Data extracted from a collection:
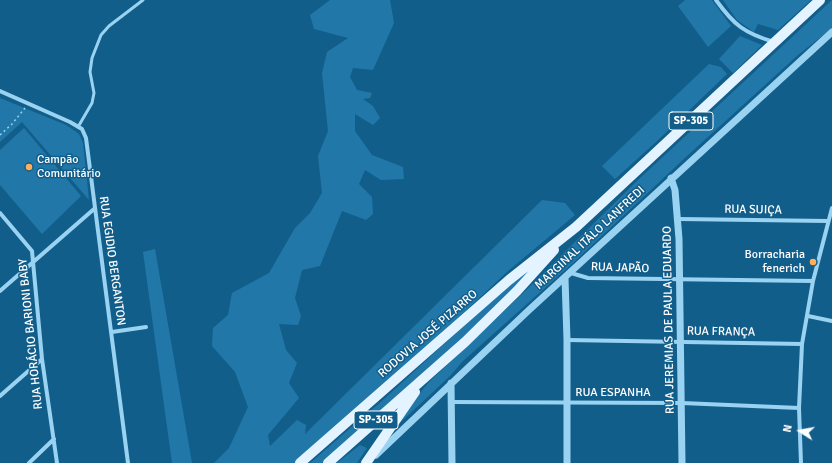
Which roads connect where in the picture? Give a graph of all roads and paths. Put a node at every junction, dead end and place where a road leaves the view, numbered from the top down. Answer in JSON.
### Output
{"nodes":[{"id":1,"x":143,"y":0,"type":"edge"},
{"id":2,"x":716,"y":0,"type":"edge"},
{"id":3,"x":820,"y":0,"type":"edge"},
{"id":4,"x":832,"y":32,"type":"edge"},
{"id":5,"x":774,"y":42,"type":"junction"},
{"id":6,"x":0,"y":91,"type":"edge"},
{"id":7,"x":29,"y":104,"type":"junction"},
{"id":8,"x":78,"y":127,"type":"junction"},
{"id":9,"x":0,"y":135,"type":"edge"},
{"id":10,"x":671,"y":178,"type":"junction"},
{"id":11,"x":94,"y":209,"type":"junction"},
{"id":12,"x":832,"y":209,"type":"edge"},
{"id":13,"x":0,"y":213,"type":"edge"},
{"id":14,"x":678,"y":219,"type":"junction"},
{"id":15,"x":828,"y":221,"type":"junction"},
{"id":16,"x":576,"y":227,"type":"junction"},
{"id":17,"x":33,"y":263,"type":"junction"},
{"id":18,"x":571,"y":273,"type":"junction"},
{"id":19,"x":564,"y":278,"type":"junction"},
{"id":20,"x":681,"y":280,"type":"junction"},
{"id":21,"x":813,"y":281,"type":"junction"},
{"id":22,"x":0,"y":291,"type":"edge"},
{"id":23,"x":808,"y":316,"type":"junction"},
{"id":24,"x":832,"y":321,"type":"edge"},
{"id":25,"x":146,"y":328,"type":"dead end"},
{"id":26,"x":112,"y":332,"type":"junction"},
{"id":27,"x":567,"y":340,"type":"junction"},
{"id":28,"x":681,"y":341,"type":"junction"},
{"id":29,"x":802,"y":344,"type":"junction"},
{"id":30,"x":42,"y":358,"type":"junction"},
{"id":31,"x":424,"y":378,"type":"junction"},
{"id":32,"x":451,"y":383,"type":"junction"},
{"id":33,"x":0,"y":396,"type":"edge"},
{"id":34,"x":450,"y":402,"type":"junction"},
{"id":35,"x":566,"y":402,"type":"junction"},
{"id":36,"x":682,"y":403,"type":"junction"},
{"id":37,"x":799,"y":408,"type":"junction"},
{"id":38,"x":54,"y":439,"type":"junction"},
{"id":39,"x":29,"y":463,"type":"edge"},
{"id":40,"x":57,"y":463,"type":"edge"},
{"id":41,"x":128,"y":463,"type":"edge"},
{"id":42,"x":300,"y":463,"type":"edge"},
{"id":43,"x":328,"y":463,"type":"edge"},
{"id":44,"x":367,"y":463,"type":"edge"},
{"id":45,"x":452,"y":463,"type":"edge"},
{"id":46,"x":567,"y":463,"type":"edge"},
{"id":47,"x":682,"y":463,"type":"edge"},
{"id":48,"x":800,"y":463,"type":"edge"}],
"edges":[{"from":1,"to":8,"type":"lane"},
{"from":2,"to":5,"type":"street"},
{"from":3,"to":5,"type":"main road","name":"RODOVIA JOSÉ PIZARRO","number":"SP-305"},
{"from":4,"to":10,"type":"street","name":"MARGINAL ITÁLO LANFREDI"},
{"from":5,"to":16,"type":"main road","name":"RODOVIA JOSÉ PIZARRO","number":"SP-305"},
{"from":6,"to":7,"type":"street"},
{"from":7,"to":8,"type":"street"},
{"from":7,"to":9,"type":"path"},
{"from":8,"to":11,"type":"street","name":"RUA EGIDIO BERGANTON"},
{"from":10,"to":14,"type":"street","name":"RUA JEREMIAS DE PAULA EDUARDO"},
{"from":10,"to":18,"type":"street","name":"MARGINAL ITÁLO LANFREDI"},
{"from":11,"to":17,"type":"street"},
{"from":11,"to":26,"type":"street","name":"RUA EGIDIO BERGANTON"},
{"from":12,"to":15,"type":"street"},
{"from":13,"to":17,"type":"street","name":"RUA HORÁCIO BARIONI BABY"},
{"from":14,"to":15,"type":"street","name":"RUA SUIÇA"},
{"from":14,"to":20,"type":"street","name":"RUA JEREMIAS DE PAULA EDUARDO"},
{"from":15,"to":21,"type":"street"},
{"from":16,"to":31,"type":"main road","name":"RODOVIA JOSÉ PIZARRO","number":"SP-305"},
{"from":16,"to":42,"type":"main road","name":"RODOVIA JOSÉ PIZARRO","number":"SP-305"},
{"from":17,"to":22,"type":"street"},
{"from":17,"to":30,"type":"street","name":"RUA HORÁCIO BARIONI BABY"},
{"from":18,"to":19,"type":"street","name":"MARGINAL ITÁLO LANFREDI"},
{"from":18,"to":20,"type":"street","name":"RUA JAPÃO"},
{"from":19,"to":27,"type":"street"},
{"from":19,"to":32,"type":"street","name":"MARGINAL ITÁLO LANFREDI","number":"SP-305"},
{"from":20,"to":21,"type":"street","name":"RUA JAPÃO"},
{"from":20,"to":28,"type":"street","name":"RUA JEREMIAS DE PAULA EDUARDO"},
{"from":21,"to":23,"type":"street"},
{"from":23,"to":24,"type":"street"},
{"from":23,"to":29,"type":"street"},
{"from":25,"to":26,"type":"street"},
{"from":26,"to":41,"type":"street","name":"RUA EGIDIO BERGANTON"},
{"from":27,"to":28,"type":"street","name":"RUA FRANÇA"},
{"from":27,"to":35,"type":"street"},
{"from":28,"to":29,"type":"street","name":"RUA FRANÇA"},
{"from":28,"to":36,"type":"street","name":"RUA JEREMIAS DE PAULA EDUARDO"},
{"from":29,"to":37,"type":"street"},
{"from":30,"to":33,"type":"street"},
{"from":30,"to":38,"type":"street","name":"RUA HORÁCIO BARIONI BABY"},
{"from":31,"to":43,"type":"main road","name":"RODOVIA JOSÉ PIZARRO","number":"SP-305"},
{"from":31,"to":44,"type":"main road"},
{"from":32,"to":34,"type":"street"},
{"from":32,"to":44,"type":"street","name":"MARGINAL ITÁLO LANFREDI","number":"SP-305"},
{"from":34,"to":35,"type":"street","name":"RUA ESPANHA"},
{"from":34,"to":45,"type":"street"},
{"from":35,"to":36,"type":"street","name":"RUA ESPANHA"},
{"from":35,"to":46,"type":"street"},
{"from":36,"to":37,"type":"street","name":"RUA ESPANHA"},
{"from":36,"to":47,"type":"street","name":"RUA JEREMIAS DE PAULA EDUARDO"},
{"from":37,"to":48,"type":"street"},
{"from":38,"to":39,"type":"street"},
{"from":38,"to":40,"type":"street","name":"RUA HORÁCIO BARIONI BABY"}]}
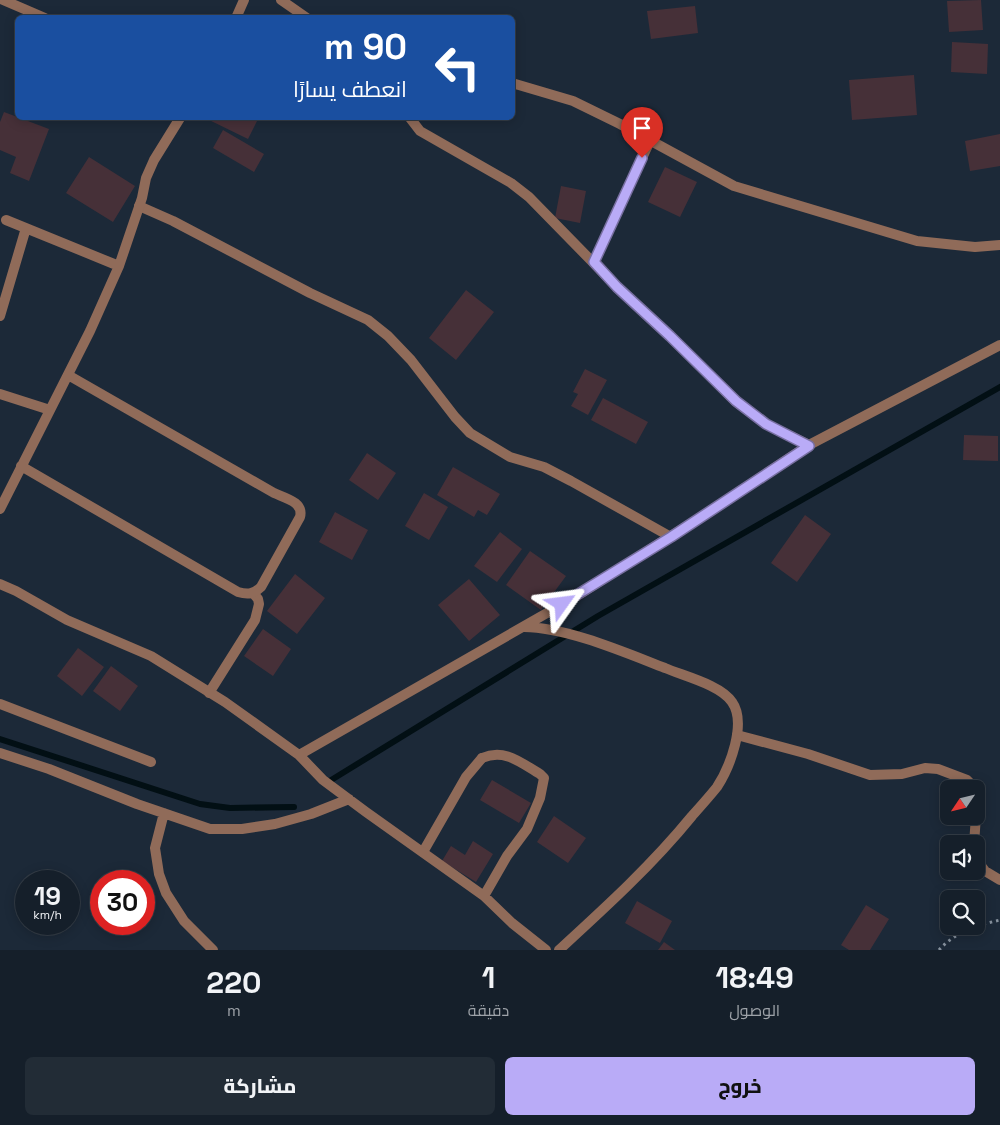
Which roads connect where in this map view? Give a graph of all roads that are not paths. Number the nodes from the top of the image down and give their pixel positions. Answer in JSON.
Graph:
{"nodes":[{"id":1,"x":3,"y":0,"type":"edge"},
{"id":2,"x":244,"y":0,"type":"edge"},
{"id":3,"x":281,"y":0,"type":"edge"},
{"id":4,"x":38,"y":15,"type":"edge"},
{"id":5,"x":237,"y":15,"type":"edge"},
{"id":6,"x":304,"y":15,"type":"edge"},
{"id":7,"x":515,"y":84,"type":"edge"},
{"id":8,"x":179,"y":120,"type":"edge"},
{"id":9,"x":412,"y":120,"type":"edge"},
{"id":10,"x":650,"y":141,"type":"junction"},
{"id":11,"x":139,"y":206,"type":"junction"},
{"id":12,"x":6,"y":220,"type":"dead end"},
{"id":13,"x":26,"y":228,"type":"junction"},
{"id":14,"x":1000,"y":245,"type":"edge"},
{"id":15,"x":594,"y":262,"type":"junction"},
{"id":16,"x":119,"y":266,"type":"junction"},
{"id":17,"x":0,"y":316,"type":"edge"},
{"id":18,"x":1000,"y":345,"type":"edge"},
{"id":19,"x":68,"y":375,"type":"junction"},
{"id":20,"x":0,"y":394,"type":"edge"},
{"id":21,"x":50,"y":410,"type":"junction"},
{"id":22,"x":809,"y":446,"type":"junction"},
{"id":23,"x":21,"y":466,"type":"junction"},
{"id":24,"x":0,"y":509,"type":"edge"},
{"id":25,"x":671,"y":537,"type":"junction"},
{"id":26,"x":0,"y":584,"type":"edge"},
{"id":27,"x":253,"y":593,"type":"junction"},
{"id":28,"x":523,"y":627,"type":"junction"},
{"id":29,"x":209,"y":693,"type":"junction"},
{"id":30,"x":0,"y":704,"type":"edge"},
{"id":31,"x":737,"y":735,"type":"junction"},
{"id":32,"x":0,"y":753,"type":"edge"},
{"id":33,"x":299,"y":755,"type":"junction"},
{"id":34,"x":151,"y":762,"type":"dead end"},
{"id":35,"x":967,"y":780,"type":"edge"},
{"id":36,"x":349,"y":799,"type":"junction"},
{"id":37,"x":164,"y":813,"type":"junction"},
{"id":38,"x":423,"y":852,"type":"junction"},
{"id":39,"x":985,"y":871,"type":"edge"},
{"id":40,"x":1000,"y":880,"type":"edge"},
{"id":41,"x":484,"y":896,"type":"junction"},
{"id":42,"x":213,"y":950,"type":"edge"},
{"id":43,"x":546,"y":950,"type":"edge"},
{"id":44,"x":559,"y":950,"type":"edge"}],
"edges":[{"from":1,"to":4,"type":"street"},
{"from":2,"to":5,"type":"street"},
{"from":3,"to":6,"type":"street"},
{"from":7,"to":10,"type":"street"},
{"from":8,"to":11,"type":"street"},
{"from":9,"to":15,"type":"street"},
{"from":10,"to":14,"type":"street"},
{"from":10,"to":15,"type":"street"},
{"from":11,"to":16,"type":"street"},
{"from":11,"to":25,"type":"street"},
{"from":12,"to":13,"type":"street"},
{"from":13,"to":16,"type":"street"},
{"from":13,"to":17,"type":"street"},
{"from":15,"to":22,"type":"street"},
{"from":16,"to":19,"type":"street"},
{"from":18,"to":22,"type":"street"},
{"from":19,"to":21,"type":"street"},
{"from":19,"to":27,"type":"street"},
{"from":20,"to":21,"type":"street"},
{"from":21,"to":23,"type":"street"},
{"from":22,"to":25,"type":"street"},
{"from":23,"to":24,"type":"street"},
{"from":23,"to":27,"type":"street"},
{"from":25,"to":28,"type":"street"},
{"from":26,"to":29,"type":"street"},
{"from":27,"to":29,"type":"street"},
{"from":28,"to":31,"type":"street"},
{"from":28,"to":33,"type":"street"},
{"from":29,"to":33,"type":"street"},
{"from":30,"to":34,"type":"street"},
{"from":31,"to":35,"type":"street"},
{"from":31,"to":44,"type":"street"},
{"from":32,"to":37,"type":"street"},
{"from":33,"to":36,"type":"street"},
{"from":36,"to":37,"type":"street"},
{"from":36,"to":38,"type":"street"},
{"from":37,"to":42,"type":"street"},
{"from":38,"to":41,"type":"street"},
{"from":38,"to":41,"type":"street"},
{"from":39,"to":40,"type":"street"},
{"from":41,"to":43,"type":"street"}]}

* [What is being asked]:
Among the lines of the data, identify those with the word "dead". Copy each of them.

* [Solution to this problem]:
Which roads connect where in the picture? Give a graph of all roads and paths. Put a node at every junction, dead end and place where a road leaves the view, numbered from the top down. Answer in JSON.
{"id":25,"x":146,"y":328,"type":"dead end"},
{"id":12,"x":6,"y":220,"type":"dead end"},
{"id":34,"x":151,"y":762,"type":"dead end"},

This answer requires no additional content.